Work instructions:
Each entry below should be echoed exactly, with pictures omitted.

[Opening Data for this task section]

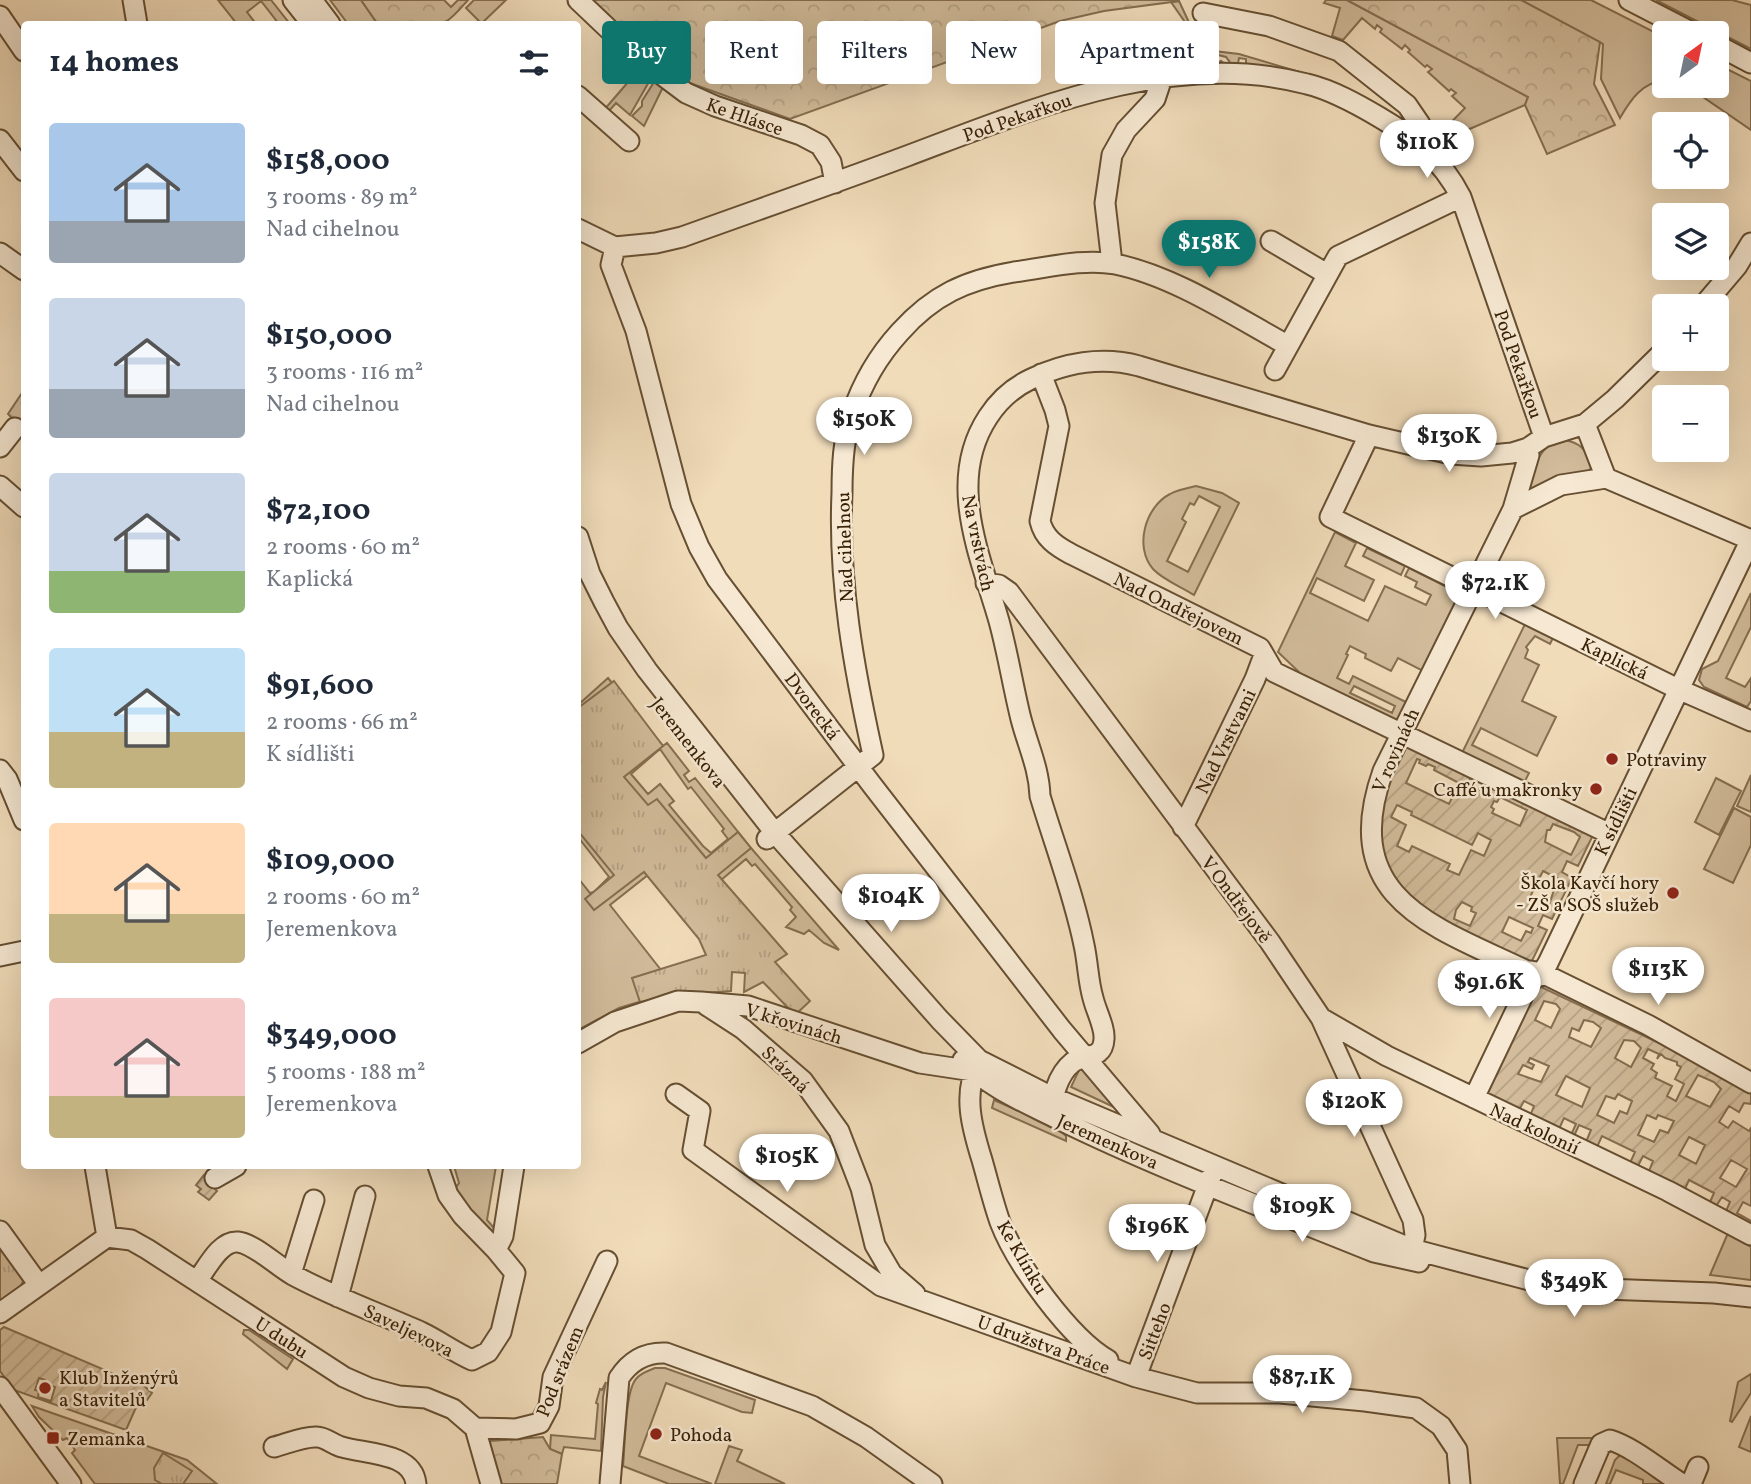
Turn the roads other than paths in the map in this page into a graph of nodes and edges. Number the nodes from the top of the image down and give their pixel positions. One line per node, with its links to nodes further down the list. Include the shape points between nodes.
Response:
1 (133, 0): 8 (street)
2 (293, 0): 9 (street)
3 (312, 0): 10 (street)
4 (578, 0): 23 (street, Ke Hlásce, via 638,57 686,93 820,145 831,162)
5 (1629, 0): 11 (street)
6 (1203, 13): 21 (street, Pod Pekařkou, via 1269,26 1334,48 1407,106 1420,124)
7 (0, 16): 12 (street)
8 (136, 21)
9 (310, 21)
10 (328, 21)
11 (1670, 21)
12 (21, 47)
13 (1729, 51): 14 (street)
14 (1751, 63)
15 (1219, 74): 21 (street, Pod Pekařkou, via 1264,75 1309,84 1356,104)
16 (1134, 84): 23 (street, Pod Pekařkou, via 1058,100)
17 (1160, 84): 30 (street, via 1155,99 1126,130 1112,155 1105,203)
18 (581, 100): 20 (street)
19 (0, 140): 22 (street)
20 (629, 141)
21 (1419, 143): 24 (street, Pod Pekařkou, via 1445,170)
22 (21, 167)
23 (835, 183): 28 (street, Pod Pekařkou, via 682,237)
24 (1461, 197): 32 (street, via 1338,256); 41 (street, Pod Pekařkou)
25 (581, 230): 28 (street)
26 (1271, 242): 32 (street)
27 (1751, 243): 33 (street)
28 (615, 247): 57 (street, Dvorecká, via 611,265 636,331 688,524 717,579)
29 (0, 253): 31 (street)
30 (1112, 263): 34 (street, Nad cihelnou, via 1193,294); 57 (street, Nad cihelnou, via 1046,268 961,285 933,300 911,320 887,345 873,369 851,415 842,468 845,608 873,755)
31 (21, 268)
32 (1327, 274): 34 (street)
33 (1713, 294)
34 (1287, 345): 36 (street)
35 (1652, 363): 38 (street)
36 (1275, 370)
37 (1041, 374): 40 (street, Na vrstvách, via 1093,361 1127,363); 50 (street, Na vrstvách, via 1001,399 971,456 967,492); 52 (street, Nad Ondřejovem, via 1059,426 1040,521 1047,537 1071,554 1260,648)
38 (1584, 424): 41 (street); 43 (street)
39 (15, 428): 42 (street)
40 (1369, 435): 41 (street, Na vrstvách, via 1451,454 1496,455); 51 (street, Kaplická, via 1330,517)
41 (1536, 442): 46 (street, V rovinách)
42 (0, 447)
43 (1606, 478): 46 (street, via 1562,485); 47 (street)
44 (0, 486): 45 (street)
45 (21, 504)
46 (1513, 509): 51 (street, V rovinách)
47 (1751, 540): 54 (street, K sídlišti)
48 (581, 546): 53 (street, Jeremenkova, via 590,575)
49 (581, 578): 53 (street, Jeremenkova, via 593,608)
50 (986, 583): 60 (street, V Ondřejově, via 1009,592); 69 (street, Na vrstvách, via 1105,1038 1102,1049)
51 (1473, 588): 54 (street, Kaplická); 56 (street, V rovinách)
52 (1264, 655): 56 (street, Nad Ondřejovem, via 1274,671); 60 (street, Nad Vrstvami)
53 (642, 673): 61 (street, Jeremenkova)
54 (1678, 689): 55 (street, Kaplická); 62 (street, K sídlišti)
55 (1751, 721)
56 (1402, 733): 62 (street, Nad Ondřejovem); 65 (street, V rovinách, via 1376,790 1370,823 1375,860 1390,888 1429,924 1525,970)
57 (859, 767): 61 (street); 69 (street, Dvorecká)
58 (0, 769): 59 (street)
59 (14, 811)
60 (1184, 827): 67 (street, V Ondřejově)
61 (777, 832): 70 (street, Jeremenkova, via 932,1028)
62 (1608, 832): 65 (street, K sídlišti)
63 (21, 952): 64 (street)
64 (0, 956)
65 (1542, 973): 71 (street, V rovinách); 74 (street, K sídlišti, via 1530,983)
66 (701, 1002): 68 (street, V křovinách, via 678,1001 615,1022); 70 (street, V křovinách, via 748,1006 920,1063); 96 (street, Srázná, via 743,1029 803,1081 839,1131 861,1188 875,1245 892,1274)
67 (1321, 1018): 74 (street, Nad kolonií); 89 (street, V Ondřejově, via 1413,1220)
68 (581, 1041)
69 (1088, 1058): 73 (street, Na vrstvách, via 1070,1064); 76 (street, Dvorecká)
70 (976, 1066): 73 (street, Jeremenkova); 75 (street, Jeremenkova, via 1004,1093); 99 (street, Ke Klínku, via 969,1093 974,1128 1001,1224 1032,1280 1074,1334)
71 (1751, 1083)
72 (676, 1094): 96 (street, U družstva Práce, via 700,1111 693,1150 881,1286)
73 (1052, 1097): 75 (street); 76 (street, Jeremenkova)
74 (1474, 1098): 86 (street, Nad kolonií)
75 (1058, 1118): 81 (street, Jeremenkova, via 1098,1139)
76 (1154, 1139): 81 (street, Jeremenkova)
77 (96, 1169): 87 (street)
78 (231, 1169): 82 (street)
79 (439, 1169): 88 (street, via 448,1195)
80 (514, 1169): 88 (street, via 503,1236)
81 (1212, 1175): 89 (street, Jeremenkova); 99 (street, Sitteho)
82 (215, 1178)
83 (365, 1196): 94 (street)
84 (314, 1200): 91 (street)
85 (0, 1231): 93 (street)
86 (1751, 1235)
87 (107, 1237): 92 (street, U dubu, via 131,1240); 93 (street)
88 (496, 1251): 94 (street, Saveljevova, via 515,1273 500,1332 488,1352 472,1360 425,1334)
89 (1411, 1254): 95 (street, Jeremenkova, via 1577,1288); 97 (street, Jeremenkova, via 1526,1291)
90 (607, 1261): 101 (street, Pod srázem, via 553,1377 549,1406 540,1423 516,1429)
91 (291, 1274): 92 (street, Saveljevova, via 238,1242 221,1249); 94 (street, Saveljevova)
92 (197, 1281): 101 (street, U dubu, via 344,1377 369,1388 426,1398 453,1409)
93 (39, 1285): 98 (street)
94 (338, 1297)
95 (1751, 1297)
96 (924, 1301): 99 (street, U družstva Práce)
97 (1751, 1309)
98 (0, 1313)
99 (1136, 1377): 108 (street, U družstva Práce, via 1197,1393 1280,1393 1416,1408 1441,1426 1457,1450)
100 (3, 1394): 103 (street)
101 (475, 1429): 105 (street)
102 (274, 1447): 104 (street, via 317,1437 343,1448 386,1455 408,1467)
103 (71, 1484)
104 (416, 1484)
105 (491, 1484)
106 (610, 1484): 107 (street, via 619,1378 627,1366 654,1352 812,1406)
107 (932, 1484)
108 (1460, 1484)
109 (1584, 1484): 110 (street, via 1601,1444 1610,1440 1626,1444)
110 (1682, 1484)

[Closing Data for this task section]

Reply:
Turn the roads other than paths in the map in this page into a graph of nodes and edges. Number the nodes from the top of the image down and give their pixel positions. One line per node, with its links to nodes further down the list. Include the shape points between nodes.
Response:
1 (133, 0): 8 (street)
2 (293, 0): 9 (street)
3 (312, 0): 10 (street)
4 (578, 0): 23 (street, Ke Hlásce, via 638,57 686,93 820,145 831,162)
5 (1629, 0): 11 (street)
6 (1203, 13): 21 (street, Pod Pekařkou, via 1269,26 1334,48 1407,106 1420,124)
7 (0, 16): 12 (street)
8 (136, 21)
9 (310, 21)
10 (328, 21)
11 (1670, 21)
12 (21, 47)
13 (1729, 51): 14 (street)
14 (1751, 63)
15 (1219, 74): 21 (street, Pod Pekařkou, via 1264,75 1309,84 1356,104)
16 (1134, 84): 23 (street, Pod Pekařkou, via 1058,100)
17 (1160, 84): 30 (street, via 1155,99 1126,130 1112,155 1105,203)
18 (581, 100): 20 (street)
19 (0, 140): 22 (street)
20 (629, 141)
21 (1419, 143): 24 (street, Pod Pekařkou, via 1445,170)
22 (21, 167)
23 (835, 183): 28 (street, Pod Pekařkou, via 682,237)
24 (1461, 197): 32 (street, via 1338,256); 41 (street, Pod Pekařkou)
25 (581, 230): 28 (street)
26 (1271, 242): 32 (street)
27 (1751, 243): 33 (street)
28 (615, 247): 57 (street, Dvorecká, via 611,265 636,331 688,524 717,579)
29 (0, 253): 31 (street)
30 (1112, 263): 34 (street, Nad cihelnou, via 1193,294); 57 (street, Nad cihelnou, via 1046,268 961,285 933,300 911,320 887,345 873,369 851,415 842,468 845,608 873,755)
31 (21, 268)
32 (1327, 274): 34 (street)
33 (1713, 294)
34 (1287, 345): 36 (street)
35 (1652, 363): 38 (street)
36 (1275, 370)
37 (1041, 374): 40 (street, Na vrstvách, via 1093,361 1127,363); 50 (street, Na vrstvách, via 1001,399 971,456 967,492); 52 (street, Nad Ondřejovem, via 1059,426 1040,521 1047,537 1071,554 1260,648)
38 (1584, 424): 41 (street); 43 (street)
39 (15, 428): 42 (street)
40 (1369, 435): 41 (street, Na vrstvách, via 1451,454 1496,455); 51 (street, Kaplická, via 1330,517)
41 (1536, 442): 46 (street, V rovinách)
42 (0, 447)
43 (1606, 478): 46 (street, via 1562,485); 47 (street)
44 (0, 486): 45 (street)
45 (21, 504)
46 (1513, 509): 51 (street, V rovinách)
47 (1751, 540): 54 (street, K sídlišti)
48 (581, 546): 53 (street, Jeremenkova, via 590,575)
49 (581, 578): 53 (street, Jeremenkova, via 593,608)
50 (986, 583): 60 (street, V Ondřejově, via 1009,592); 69 (street, Na vrstvách, via 1105,1038 1102,1049)
51 (1473, 588): 54 (street, Kaplická); 56 (street, V rovinách)
52 (1264, 655): 56 (street, Nad Ondřejovem, via 1274,671); 60 (street, Nad Vrstvami)
53 (642, 673): 61 (street, Jeremenkova)
54 (1678, 689): 55 (street, Kaplická); 62 (street, K sídlišti)
55 (1751, 721)
56 (1402, 733): 62 (street, Nad Ondřejovem); 65 (street, V rovinách, via 1376,790 1370,823 1375,860 1390,888 1429,924 1525,970)
57 (859, 767): 61 (street); 69 (street, Dvorecká)
58 (0, 769): 59 (street)
59 (14, 811)
60 (1184, 827): 67 (street, V Ondřejově)
61 (777, 832): 70 (street, Jeremenkova, via 932,1028)
62 (1608, 832): 65 (street, K sídlišti)
63 (21, 952): 64 (street)
64 (0, 956)
65 (1542, 973): 71 (street, V rovinách); 74 (street, K sídlišti, via 1530,983)
66 (701, 1002): 68 (street, V křovinách, via 678,1001 615,1022); 70 (street, V křovinách, via 748,1006 920,1063); 96 (street, Srázná, via 743,1029 803,1081 839,1131 861,1188 875,1245 892,1274)
67 (1321, 1018): 74 (street, Nad kolonií); 89 (street, V Ondřejově, via 1413,1220)
68 (581, 1041)
69 (1088, 1058): 73 (street, Na vrstvách, via 1070,1064); 76 (street, Dvorecká)
70 (976, 1066): 73 (street, Jeremenkova); 75 (street, Jeremenkova, via 1004,1093); 99 (street, Ke Klínku, via 969,1093 974,1128 1001,1224 1032,1280 1074,1334)
71 (1751, 1083)
72 (676, 1094): 96 (street, U družstva Práce, via 700,1111 693,1150 881,1286)
73 (1052, 1097): 75 (street); 76 (street, Jeremenkova)
74 (1474, 1098): 86 (street, Nad kolonií)
75 (1058, 1118): 81 (street, Jeremenkova, via 1098,1139)
76 (1154, 1139): 81 (street, Jeremenkova)
77 (96, 1169): 87 (street)
78 (231, 1169): 82 (street)
79 (439, 1169): 88 (street, via 448,1195)
80 (514, 1169): 88 (street, via 503,1236)
81 (1212, 1175): 89 (street, Jeremenkova); 99 (street, Sitteho)
82 (215, 1178)
83 (365, 1196): 94 (street)
84 (314, 1200): 91 (street)
85 (0, 1231): 93 (street)
86 (1751, 1235)
87 (107, 1237): 92 (street, U dubu, via 131,1240); 93 (street)
88 (496, 1251): 94 (street, Saveljevova, via 515,1273 500,1332 488,1352 472,1360 425,1334)
89 (1411, 1254): 95 (street, Jeremenkova, via 1577,1288); 97 (street, Jeremenkova, via 1526,1291)
90 (607, 1261): 101 (street, Pod srázem, via 553,1377 549,1406 540,1423 516,1429)
91 (291, 1274): 92 (street, Saveljevova, via 238,1242 221,1249); 94 (street, Saveljevova)
92 (197, 1281): 101 (street, U dubu, via 344,1377 369,1388 426,1398 453,1409)
93 (39, 1285): 98 (street)
94 (338, 1297)
95 (1751, 1297)
96 (924, 1301): 99 (street, U družstva Práce)
97 (1751, 1309)
98 (0, 1313)
99 (1136, 1377): 108 (street, U družstva Práce, via 1197,1393 1280,1393 1416,1408 1441,1426 1457,1450)
100 (3, 1394): 103 (street)
101 (475, 1429): 105 (street)
102 (274, 1447): 104 (street, via 317,1437 343,1448 386,1455 408,1467)
103 (71, 1484)
104 (416, 1484)
105 (491, 1484)
106 (610, 1484): 107 (street, via 619,1378 627,1366 654,1352 812,1406)
107 (932, 1484)
108 (1460, 1484)
109 (1584, 1484): 110 (street, via 1601,1444 1610,1440 1626,1444)
110 (1682, 1484)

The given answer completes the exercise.